Il est important que les personnes qui se savent allergiques prennent des mesures préventives en réduisant notamment l’exposition aux allergènes. Cela est d’autant plus important qu’il est plus facile de prévenir les allergies que de les traiter. Le fait même d’éviter un environnement allergène pendant quelques semaines permet d’éviter les pics allergiques. Il convient alors de ne pas aller en forêt durant la poussée des pollens, de garder les fenêtres fermées pendant la nuit pour éviter que les pollens ne pénètrent dans la chambre… Si ces mesures préventives sont observées et qu’on se lave le nez au quotidien, les résultats seront satisfaisants.

Les traitements sont-ils essentiellement symptomatologiques?

Si le traitement préventif s’avère insuffisant et que le patient est toujours symptomatique, un traitement médical peut alors être initié. Il faut savoir que les allergies sont classées en annuelles ou saisonnières, selon le facteur sous-jacent. Certaines personnes développent des allergies toute l’année. Celles-ci sont liés à l’environnement, au type de travail, aux acariens, moquettes, moisissures, à l’humidité ou encore à certains types d’aliments. Les allergies sont par ailleurs classées selon l’intensité des symptômes et leur sévérité en légères modérées ou sévères.

Les personnes allergiques recourent-elles aussi à l’automédication?
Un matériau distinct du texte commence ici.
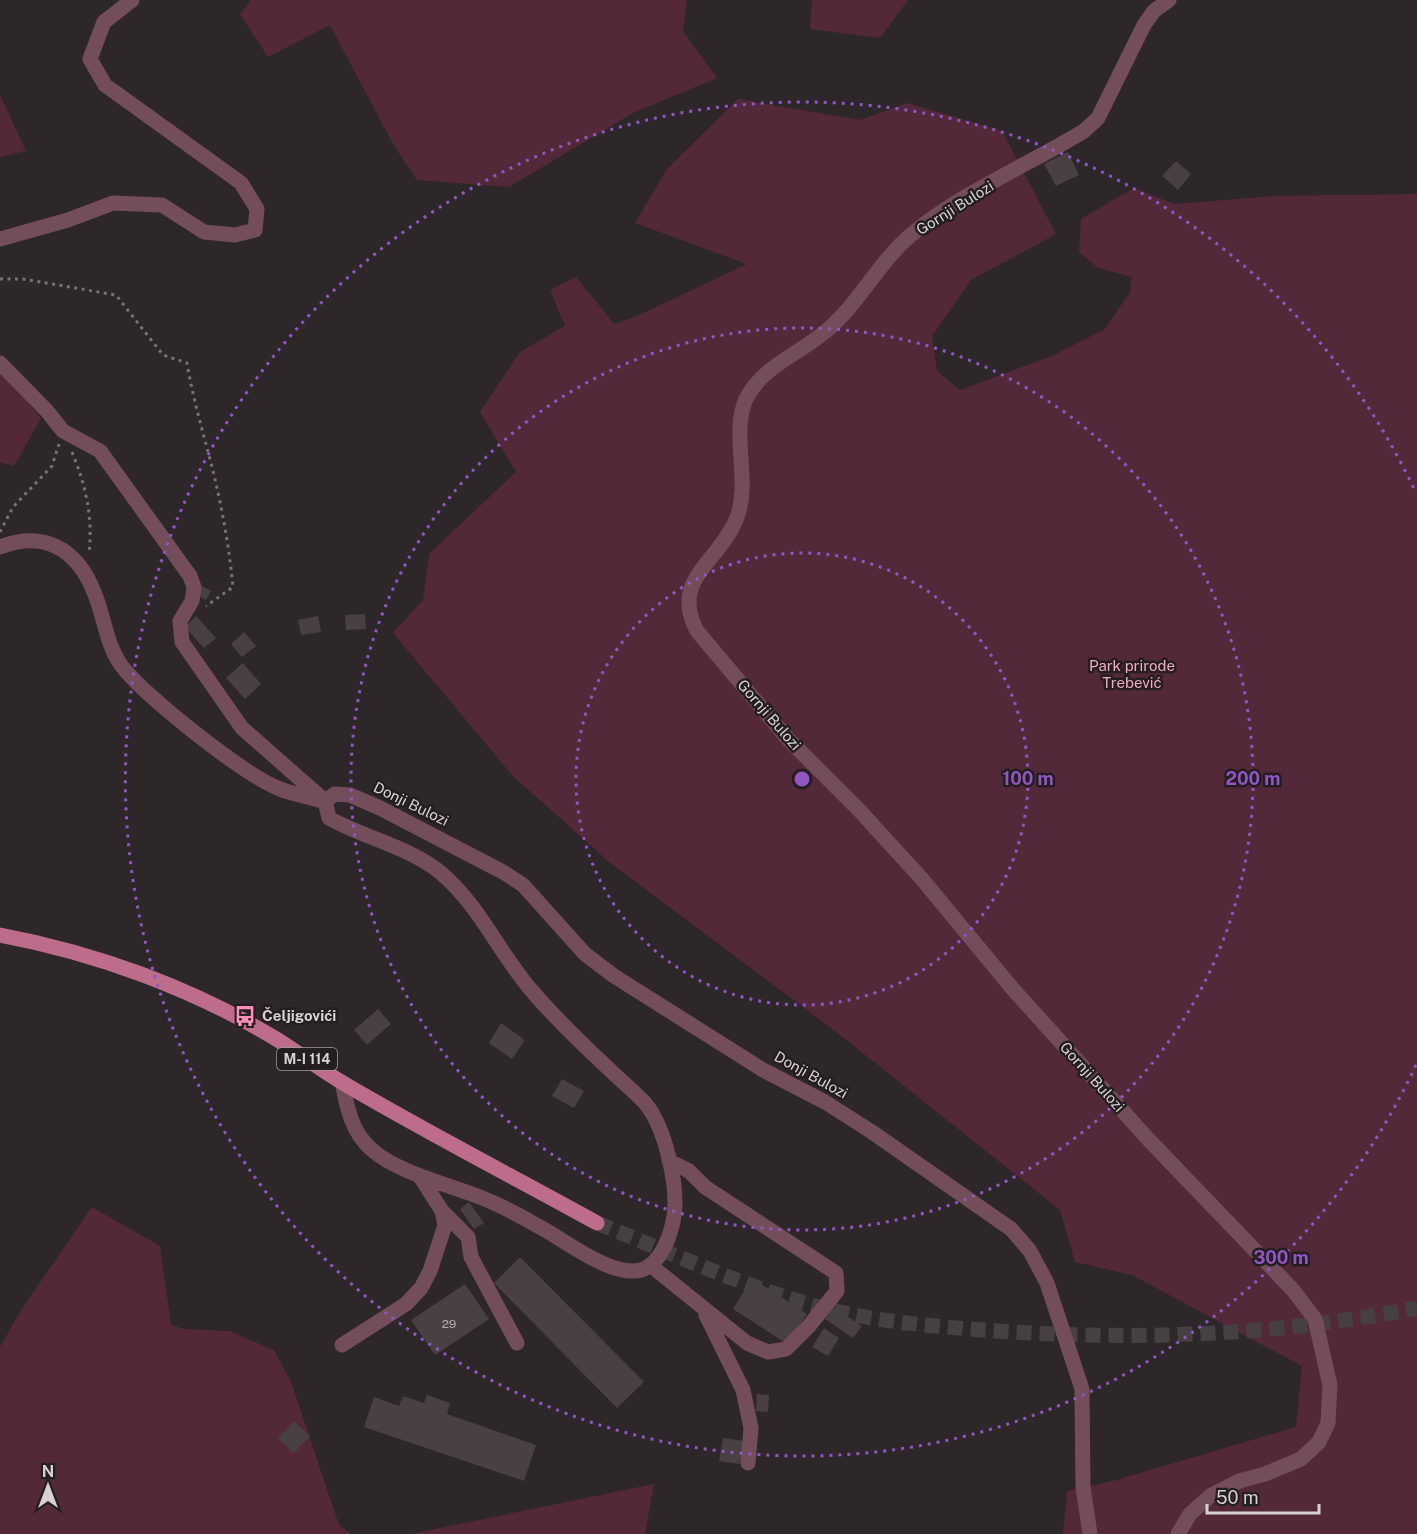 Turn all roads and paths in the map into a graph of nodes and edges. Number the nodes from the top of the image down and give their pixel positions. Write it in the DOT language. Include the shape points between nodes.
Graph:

Oui, malheureusement. De nombreux patients sont convaincus que la cortisone traite tous leurs symptômes, alors que selon les recommandations internationales, l’utilisation abusive et aléatoire de la cortisone est contre-indiquée. C’est vrai que les symptômes peuvent diminuer temporairement, mais à long terme, l’usage inadéquat de la cortisone créera des complications. Nous constatons également un abus dans le recours aux antihistaminiques. Or ceux-ci sont prescrits dans des cas bien précis. La prise d’antihistaminiques en cas d’une infection virale peut entraîner une sinusite car ces médicaments assèchent les fosses nasales. De même, une allergie chronique non traitée peut entraîner une sinusite.

C’est un cercle vicieux…

Exactement. Il est impératif donc de consulter un spécialiste au cas où les symptômes persistent afin de mettre fin à ce cercle vicieux. Encore une fois, il est beaucoup plus difficile de traiter les complications que la pathologie à son début.

Un important travail de sensibilisation doit encore être effectué…
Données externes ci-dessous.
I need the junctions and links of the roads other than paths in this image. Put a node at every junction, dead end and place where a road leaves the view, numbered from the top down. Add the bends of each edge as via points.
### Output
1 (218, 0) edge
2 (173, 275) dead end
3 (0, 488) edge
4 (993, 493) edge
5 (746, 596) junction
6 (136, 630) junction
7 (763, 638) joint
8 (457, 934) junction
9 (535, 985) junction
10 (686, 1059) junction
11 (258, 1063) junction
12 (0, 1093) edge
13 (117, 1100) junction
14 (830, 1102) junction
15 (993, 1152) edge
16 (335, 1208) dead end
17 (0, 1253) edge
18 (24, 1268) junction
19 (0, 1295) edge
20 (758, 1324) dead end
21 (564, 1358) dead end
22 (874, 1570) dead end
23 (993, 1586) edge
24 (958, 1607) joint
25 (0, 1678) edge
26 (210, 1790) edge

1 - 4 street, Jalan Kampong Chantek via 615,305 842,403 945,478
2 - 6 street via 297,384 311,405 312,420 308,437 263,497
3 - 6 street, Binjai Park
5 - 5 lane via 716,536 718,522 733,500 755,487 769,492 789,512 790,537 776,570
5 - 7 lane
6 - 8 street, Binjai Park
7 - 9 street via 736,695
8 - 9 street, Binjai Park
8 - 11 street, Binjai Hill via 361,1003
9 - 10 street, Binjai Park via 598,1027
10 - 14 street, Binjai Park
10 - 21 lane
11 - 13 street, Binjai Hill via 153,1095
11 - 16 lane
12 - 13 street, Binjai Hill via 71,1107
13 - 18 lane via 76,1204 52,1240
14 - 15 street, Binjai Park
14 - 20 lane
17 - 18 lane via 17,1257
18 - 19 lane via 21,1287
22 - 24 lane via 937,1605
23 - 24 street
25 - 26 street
En effet, l’automédication se pratique sur conseil du voisin, alors que chaque patient est un cas différent. D’où l’importance de consulter, de chercher les facteurs sous-jacents qui entrent en cause dans la pathologie et de poser le bon diagnostic. Il faut savoir que nous disposons de plusieurs tests qui peuvent nous aider à déterminer les facteurs sous-jacents, comme les imageries, les scans des sinus, les tests allergiques, les tests sanguins, les immunoglobulines, les IgE spécifiques respiratoires, alimentaires… Ce sont des tests auxquels nous avons recours si le patient entre dans une chronicité. Avant d’en arriver là et avec la saison chaude qui commence, il est important que les personnes allergiques prennent les précautions nécessaires.